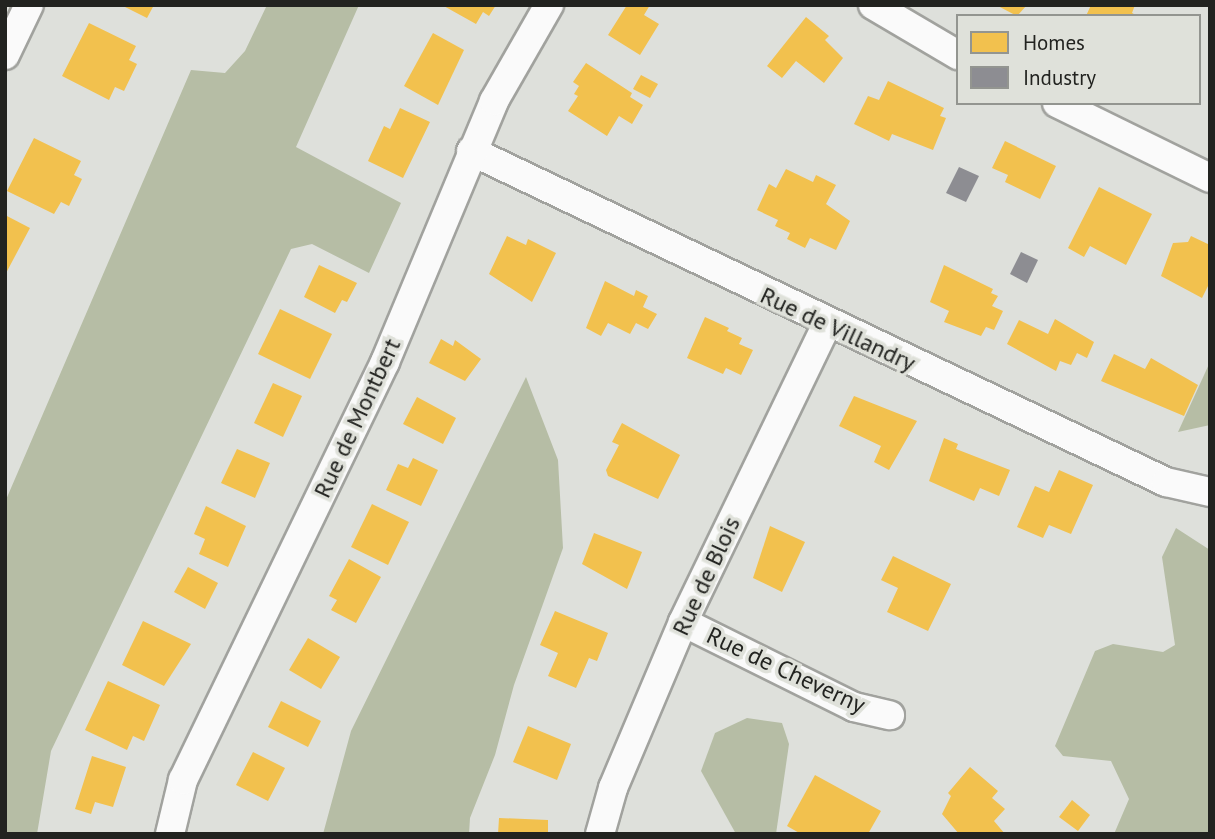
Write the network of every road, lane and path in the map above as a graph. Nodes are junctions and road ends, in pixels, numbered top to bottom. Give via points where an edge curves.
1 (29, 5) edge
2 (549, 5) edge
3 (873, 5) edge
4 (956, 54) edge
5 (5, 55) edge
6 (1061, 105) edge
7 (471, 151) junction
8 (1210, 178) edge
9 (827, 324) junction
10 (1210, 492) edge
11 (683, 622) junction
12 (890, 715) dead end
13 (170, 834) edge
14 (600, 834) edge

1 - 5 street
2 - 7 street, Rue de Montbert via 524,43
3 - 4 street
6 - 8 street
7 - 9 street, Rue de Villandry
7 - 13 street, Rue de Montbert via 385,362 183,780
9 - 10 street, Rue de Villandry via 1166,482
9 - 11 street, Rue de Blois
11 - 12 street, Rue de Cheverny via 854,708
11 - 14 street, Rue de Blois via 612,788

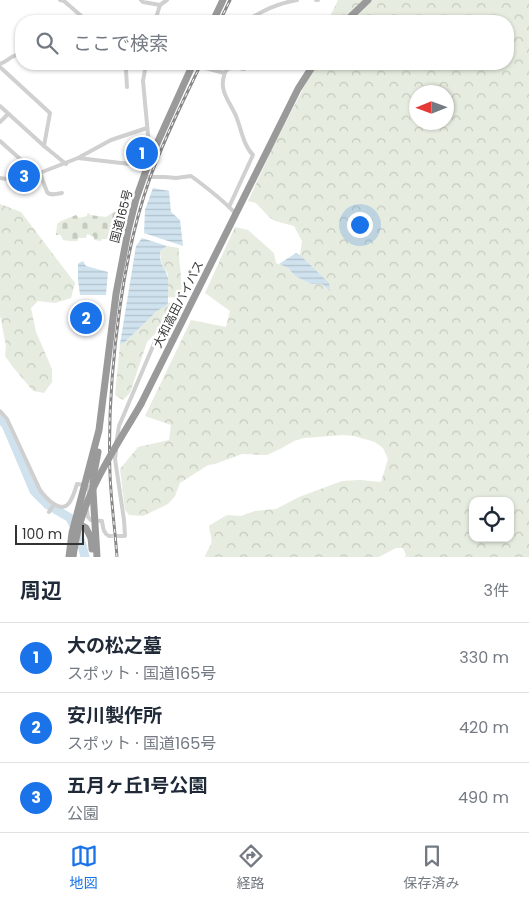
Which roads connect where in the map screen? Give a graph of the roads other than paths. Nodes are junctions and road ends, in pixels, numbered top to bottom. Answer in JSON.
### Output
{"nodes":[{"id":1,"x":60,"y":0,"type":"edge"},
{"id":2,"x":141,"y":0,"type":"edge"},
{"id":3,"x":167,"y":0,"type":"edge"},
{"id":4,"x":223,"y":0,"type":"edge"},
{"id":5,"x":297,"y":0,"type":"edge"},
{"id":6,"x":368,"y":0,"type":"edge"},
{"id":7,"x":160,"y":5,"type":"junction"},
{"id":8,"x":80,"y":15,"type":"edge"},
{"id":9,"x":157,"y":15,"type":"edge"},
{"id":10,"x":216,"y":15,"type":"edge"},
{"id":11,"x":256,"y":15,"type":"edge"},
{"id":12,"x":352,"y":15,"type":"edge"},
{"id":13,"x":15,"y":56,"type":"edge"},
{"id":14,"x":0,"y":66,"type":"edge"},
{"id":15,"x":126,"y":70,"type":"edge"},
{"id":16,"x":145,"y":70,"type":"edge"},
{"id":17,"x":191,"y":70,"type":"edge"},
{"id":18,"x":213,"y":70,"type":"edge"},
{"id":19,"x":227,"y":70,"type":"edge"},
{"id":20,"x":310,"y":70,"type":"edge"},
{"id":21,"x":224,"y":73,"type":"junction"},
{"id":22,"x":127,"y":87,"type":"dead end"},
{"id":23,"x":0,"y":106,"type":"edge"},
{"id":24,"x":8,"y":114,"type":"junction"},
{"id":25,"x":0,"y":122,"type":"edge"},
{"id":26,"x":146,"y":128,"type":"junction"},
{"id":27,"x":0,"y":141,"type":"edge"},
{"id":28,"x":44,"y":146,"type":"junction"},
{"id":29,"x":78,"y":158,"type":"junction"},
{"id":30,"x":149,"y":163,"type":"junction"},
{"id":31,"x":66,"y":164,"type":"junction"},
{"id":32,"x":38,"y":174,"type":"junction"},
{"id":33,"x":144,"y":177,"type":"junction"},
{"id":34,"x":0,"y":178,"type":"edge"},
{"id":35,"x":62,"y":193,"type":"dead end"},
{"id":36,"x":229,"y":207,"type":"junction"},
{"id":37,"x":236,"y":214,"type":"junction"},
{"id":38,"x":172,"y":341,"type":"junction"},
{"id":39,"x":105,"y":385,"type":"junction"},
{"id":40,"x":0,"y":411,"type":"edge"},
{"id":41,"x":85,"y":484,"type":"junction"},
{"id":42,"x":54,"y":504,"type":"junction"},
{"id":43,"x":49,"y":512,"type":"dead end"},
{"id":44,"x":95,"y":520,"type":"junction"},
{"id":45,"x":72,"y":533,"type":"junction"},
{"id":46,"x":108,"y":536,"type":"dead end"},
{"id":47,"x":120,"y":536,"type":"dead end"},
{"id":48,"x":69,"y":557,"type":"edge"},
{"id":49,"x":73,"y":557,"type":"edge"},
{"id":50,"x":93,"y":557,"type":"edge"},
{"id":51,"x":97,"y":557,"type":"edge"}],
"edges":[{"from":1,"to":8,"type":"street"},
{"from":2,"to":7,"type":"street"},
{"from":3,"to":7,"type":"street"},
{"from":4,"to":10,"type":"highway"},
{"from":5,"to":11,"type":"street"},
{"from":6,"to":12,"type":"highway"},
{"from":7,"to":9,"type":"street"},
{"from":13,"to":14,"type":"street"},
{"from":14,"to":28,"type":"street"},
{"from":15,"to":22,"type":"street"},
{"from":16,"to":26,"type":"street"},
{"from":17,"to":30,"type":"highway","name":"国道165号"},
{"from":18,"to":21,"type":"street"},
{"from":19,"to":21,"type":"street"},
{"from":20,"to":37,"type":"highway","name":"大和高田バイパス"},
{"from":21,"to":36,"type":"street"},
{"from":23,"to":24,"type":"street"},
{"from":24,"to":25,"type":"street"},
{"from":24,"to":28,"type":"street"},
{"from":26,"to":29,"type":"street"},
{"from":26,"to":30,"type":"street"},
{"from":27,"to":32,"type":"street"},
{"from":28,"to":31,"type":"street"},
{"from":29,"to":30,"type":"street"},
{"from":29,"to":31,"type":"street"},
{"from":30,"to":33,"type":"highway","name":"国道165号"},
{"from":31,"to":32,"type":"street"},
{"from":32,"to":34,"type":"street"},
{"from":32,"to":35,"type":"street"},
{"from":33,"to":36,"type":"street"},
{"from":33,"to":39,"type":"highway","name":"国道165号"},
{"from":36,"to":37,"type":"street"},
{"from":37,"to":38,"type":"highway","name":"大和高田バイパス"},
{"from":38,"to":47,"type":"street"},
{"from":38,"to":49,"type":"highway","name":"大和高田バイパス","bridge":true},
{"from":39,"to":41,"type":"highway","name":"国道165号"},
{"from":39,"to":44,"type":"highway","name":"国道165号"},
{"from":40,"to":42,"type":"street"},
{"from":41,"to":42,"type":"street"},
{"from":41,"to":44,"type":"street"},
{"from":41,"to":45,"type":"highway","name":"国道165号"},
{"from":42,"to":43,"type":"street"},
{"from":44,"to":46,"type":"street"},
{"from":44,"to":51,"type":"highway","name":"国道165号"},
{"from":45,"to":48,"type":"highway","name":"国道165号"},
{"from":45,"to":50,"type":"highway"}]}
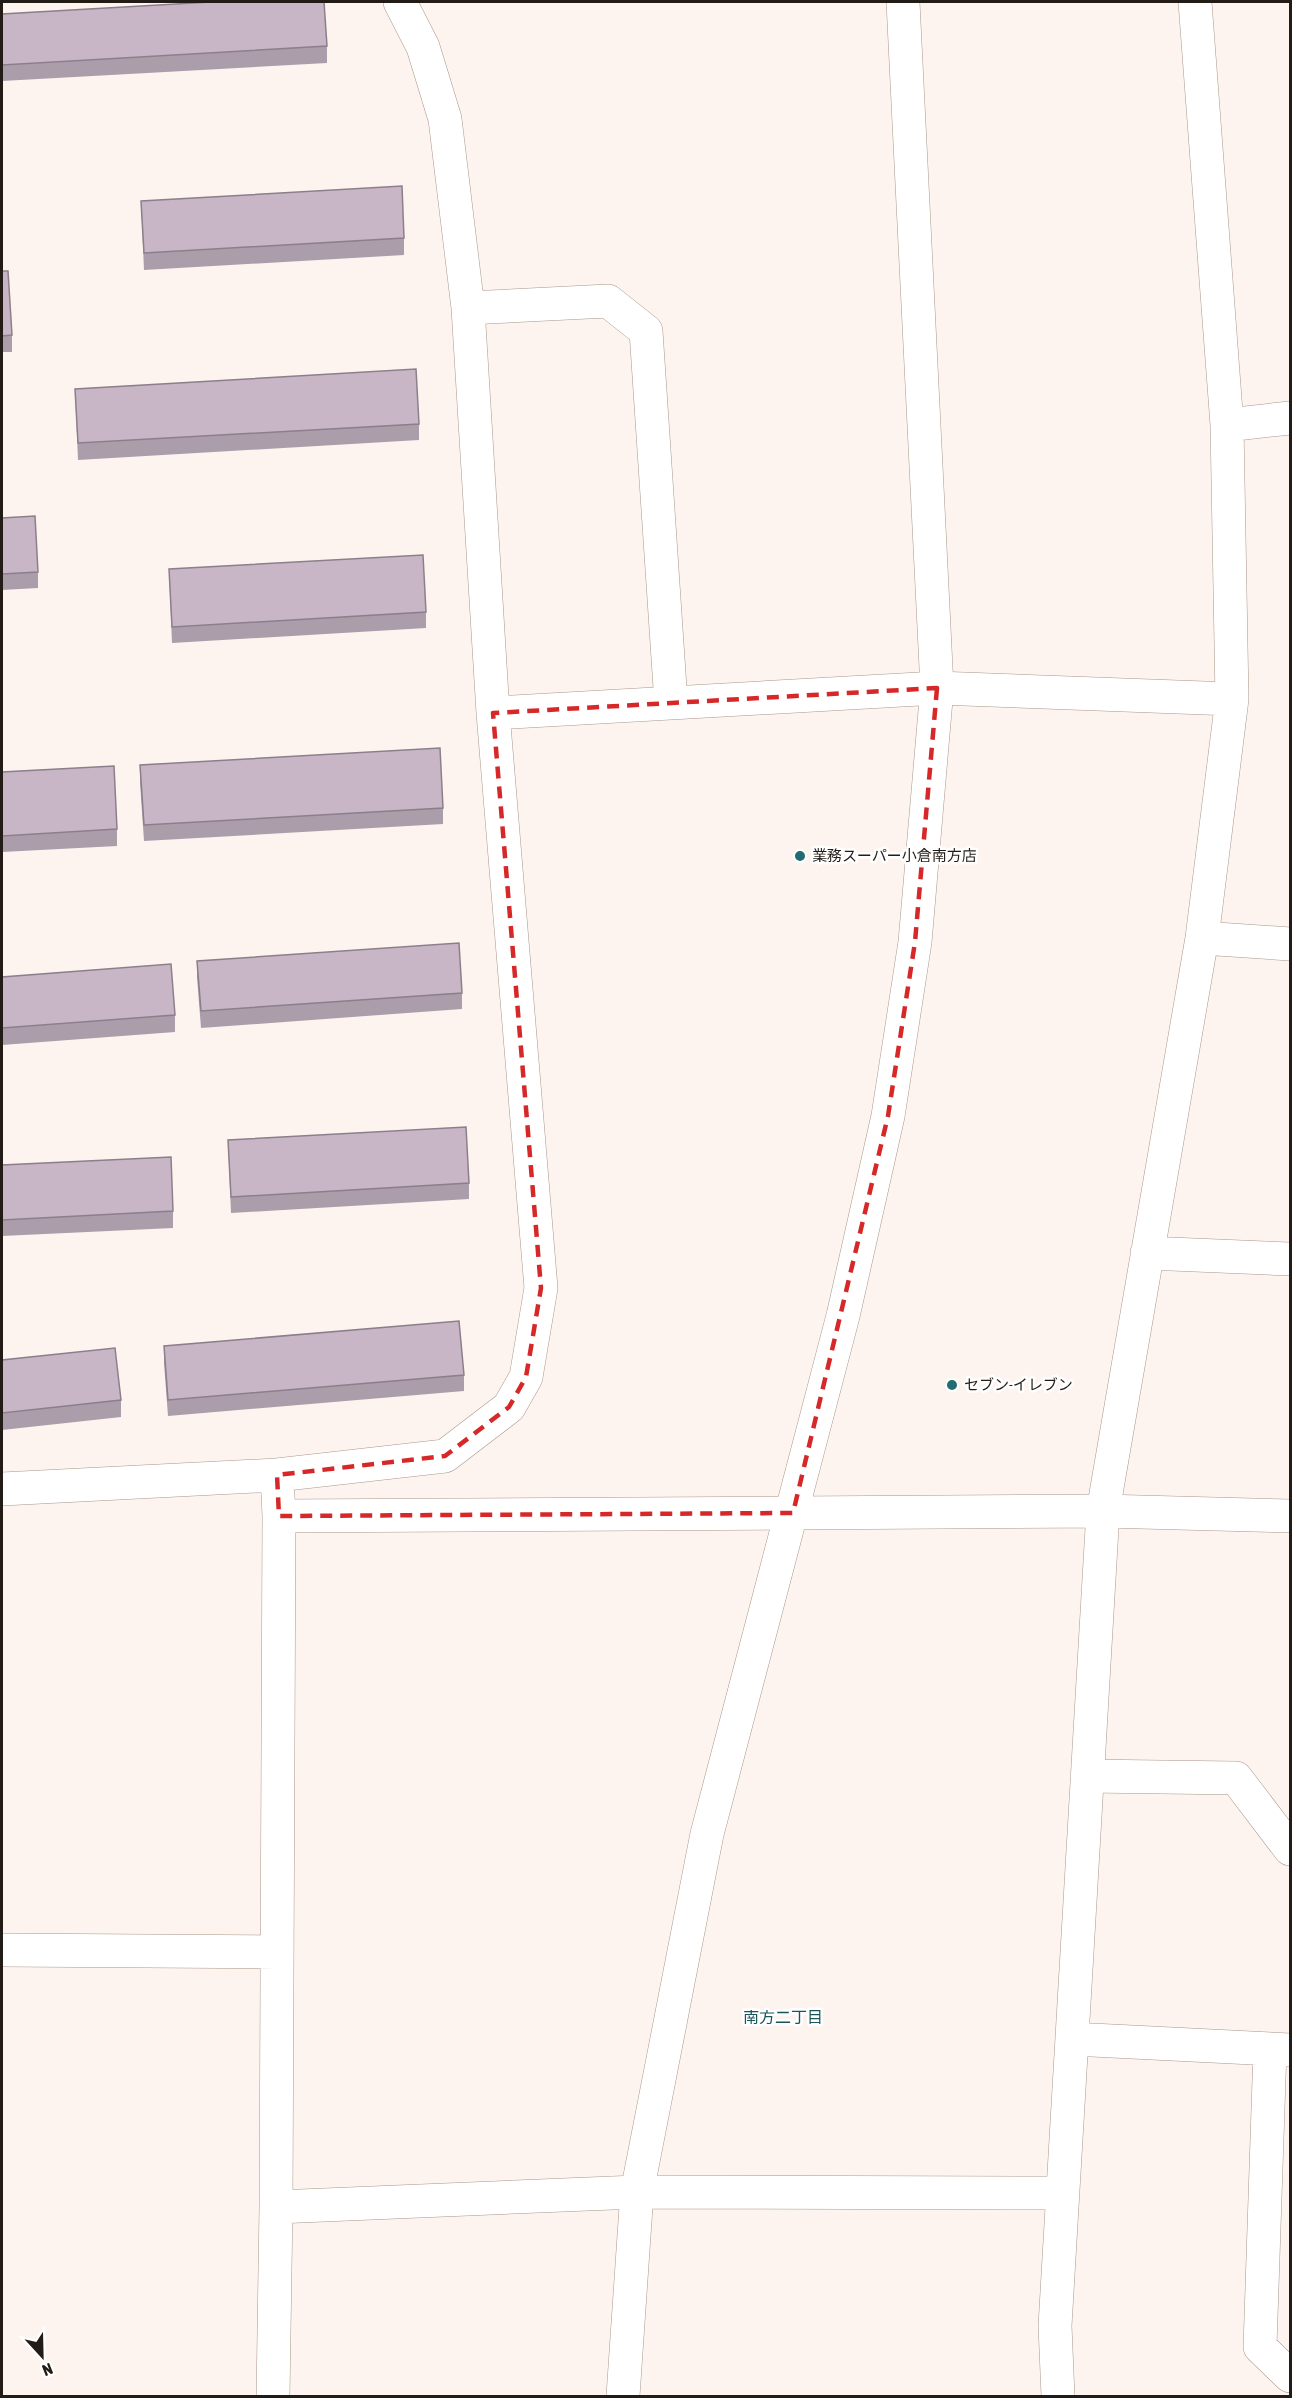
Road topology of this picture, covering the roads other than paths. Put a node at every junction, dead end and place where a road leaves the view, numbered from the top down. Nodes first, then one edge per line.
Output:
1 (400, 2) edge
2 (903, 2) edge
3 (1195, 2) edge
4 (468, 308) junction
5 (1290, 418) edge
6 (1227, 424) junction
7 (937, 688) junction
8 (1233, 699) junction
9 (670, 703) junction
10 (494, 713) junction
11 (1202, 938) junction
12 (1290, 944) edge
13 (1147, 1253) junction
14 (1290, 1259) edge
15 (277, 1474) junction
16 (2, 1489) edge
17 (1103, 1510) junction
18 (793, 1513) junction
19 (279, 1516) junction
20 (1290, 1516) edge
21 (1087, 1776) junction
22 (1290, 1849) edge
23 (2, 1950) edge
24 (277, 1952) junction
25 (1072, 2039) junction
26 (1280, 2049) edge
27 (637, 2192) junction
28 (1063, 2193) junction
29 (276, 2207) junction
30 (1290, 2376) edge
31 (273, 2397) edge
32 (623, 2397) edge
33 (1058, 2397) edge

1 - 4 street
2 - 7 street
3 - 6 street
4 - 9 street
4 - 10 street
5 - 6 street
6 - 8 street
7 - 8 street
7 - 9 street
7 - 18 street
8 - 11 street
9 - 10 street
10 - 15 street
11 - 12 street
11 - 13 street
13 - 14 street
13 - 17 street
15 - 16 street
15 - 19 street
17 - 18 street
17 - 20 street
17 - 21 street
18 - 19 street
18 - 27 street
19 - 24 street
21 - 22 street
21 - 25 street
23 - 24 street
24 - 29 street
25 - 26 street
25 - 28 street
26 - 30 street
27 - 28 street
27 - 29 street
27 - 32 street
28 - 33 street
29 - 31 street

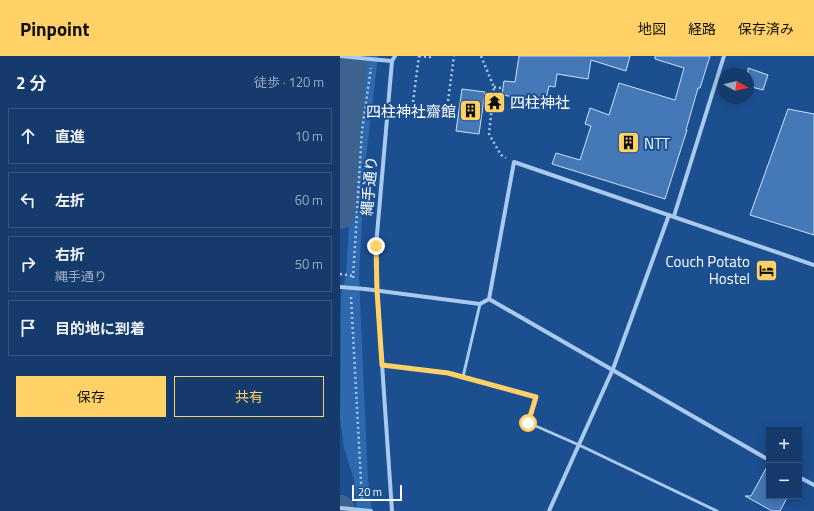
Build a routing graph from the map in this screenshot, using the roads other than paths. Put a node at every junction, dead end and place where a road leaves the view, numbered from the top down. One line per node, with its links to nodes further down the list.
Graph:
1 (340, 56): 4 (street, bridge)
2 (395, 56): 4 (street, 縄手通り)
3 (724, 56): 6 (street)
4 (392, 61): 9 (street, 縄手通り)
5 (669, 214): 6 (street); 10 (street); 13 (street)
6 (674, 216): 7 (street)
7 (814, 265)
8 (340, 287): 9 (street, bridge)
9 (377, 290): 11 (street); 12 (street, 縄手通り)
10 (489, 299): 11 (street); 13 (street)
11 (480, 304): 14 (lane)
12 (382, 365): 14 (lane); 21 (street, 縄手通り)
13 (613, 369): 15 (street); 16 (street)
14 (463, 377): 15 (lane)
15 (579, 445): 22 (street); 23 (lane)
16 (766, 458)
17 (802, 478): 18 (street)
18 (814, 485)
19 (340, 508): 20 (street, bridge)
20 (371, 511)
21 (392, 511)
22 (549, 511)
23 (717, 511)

================================

▶ WORK ITEM: All lines from the beginning of the material through the line that holds "Which roads connect", both included, should be returned exactly; please omit any pictures and add no other lines.

▶ SOLUTION TO THE EXERCISE:
Write the network of every road, lane and path in the map above as a graph. Nodes are junctions and road ends, in pixels, numbered top to bottom. Give via points where an edge curves.
1 (29, 5) edge
2 (549, 5) edge
3 (873, 5) edge
4 (956, 54) edge
5 (5, 55) edge
6 (1061, 105) edge
7 (471, 151) junction
8 (1210, 178) edge
9 (827, 324) junction
10 (1210, 492) edge
11 (683, 622) junction
12 (890, 715) dead end
13 (170, 834) edge
14 (600, 834) edge

1 - 5 street
2 - 7 street, Rue de Montbert via 524,43
3 - 4 street
6 - 8 street
7 - 9 street, Rue de Villandry
7 - 13 street, Rue de Montbert via 385,362 183,780
9 - 10 street, Rue de Villandry via 1166,482
9 - 11 street, Rue de Blois
11 - 12 street, Rue de Cheverny via 854,708
11 - 14 street, Rue de Blois via 612,788

Which roads connect where in the map screen? Give a graph of the roads other than paths. Nodes are junctions and road ends, in pixels, numbered top to bottom. Answer in JSON.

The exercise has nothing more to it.